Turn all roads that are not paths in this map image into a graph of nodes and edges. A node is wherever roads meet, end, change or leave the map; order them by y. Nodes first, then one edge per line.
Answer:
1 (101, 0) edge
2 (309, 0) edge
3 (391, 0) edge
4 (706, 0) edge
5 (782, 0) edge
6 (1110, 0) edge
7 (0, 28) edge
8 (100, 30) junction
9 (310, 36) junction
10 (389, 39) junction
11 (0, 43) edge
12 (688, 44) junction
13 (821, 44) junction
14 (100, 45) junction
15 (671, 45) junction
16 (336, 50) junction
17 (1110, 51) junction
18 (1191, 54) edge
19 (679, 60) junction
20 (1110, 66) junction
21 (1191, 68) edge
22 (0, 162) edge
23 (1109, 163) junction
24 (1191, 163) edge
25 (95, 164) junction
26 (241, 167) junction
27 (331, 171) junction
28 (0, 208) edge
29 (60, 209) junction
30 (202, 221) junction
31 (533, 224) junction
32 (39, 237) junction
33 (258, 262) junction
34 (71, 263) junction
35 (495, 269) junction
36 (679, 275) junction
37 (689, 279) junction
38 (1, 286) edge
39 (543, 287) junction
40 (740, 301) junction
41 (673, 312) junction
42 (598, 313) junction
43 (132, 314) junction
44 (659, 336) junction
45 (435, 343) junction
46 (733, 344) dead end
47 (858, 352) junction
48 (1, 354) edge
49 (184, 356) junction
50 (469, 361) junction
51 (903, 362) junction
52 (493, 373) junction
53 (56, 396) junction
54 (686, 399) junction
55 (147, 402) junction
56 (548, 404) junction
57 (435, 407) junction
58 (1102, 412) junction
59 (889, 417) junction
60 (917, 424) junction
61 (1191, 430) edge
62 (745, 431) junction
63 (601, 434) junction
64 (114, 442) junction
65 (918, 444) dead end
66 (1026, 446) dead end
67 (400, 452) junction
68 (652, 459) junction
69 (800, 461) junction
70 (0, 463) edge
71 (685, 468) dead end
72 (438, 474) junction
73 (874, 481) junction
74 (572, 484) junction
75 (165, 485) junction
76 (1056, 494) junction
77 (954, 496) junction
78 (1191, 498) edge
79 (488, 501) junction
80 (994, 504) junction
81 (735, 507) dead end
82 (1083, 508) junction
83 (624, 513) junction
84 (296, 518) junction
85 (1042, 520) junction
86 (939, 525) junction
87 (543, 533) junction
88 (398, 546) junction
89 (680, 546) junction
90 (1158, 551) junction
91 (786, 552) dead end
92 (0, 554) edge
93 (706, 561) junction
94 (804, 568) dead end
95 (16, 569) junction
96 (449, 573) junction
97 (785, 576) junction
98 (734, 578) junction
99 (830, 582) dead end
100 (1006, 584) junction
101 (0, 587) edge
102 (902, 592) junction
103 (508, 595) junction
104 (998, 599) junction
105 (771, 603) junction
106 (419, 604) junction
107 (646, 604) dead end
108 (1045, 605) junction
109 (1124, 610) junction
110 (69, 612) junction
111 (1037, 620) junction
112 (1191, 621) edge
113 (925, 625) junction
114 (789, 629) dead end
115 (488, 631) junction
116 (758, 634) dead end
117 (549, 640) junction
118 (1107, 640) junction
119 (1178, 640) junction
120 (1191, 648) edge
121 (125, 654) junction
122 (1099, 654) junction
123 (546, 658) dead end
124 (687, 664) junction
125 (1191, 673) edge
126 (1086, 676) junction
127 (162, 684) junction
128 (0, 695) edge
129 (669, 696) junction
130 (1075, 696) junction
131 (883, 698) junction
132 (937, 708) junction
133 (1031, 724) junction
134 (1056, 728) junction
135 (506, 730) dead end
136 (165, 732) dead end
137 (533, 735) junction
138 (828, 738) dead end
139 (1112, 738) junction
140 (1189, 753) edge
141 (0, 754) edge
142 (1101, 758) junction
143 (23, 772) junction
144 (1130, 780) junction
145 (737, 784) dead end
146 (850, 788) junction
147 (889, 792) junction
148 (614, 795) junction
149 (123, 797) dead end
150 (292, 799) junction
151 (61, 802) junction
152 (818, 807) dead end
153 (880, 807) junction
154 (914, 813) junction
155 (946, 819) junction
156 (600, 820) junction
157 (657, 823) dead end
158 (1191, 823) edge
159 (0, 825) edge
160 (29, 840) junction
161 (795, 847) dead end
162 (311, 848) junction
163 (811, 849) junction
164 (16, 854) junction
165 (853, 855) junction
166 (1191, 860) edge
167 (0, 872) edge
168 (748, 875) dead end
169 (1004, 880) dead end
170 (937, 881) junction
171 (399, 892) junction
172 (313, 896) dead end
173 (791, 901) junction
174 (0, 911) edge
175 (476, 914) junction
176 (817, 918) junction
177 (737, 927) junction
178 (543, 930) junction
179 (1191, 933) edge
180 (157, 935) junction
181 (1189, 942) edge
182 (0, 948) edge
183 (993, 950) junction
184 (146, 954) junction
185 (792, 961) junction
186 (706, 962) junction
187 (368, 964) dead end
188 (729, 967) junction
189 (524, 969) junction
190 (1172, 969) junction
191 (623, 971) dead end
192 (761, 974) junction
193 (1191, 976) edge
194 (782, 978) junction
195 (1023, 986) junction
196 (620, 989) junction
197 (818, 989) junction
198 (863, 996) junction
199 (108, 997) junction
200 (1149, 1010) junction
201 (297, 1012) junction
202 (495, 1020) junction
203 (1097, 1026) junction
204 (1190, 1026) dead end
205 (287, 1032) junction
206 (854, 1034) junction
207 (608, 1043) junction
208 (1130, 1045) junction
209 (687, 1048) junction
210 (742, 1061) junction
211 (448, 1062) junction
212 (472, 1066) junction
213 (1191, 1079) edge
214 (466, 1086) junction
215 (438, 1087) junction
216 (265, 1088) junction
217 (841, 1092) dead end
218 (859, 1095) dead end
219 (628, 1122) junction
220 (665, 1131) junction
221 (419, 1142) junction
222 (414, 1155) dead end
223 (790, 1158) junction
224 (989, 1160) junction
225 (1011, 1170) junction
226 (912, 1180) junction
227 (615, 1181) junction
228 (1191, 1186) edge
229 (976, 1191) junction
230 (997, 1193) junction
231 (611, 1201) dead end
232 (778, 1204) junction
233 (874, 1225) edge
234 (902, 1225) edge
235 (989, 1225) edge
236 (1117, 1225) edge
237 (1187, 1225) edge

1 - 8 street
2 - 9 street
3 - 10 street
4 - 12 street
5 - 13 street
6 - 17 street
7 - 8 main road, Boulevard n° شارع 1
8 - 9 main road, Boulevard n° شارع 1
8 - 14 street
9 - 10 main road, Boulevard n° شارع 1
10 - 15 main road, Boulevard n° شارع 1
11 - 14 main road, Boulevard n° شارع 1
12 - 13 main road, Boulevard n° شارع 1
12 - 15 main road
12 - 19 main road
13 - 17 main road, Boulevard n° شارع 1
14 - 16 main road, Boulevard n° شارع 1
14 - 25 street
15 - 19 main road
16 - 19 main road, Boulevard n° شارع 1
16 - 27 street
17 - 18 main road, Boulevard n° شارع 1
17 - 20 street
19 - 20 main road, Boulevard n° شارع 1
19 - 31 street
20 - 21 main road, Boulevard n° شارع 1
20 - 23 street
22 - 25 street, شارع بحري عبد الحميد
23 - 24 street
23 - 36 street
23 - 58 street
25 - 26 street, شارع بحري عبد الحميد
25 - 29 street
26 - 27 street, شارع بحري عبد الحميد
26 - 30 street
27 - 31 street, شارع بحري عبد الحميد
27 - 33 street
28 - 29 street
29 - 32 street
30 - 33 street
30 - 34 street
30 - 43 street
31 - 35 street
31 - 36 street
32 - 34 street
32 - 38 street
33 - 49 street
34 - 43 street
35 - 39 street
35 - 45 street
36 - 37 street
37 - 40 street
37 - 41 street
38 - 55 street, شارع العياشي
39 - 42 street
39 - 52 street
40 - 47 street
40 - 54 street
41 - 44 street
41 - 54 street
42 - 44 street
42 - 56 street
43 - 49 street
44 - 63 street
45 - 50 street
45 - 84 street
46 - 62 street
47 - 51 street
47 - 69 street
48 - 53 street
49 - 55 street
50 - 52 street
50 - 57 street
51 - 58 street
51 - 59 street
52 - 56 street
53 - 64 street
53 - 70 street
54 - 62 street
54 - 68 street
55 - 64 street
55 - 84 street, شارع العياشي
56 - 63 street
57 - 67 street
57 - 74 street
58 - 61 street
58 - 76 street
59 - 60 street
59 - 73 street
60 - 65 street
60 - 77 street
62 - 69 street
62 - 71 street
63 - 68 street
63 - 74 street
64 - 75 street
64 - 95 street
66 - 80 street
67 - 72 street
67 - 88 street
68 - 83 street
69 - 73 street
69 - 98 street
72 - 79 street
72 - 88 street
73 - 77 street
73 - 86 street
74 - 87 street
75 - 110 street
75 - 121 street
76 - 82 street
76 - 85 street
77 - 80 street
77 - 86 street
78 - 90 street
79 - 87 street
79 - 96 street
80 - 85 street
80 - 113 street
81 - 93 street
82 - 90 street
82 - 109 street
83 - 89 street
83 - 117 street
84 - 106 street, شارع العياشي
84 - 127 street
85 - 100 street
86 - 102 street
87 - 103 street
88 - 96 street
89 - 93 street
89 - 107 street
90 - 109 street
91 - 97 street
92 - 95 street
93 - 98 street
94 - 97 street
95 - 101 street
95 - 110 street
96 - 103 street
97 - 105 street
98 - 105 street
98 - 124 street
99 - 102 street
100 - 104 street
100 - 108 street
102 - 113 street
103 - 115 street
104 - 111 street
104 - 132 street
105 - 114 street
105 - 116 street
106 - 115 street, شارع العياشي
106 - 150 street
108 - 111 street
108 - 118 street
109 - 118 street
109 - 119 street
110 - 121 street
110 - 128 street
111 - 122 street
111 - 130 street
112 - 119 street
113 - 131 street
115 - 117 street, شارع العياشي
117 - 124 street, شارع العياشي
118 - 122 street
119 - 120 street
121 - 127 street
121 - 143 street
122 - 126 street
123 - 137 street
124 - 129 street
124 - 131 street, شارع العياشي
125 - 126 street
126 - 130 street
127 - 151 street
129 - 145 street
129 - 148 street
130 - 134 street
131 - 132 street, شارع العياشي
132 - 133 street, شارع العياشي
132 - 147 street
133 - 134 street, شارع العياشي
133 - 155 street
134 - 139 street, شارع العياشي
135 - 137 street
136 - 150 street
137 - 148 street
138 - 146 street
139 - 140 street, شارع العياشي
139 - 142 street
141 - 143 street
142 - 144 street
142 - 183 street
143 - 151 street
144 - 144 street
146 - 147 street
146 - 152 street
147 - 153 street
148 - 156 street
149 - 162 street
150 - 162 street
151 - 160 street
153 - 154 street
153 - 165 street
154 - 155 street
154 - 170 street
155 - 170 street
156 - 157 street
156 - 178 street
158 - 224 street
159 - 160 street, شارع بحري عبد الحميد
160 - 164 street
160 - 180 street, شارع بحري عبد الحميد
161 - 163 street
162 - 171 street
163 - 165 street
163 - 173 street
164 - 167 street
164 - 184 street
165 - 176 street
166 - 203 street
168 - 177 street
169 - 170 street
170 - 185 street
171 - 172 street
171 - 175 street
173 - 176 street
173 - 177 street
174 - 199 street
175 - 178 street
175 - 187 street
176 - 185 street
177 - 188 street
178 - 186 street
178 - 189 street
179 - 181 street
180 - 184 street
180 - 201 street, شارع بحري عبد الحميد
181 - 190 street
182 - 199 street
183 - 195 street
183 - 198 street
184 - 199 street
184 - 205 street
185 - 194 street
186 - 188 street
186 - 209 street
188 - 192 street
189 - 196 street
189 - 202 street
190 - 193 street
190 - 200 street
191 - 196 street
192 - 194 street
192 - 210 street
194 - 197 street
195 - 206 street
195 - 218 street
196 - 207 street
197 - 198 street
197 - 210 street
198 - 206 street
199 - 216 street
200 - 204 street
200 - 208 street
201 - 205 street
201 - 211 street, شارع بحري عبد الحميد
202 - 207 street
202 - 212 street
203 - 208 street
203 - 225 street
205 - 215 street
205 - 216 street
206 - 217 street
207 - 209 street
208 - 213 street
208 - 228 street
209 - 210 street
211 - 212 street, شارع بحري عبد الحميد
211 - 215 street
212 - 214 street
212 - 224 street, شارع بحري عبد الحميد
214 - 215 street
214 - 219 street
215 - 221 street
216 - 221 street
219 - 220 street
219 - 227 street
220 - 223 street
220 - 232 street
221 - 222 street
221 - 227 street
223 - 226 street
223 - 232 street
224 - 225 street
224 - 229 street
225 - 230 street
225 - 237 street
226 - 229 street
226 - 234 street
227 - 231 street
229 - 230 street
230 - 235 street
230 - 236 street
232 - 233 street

☆ ☆ ☆ ☆

#### PROBLEM DETAILS
Copy out whichever lines of the listing contain the word "العياشي".

#### ANSWER TO THE PROBLEM
38 - 55 street, شارع العياشي
55 - 84 street, شارع العياشي
84 - 106 street, شارع العياشي
106 - 115 street, شارع العياشي
115 - 117 street, شارع العياشي
117 - 124 street, شارع العياشي
124 - 131 street, شارع العياشي
131 - 132 street, شارع العياشي
132 - 133 street, شارع العياشي
133 - 134 street, شارع العياشي
134 - 139 street, شارع العياشي
139 - 140 street, شارع العياشي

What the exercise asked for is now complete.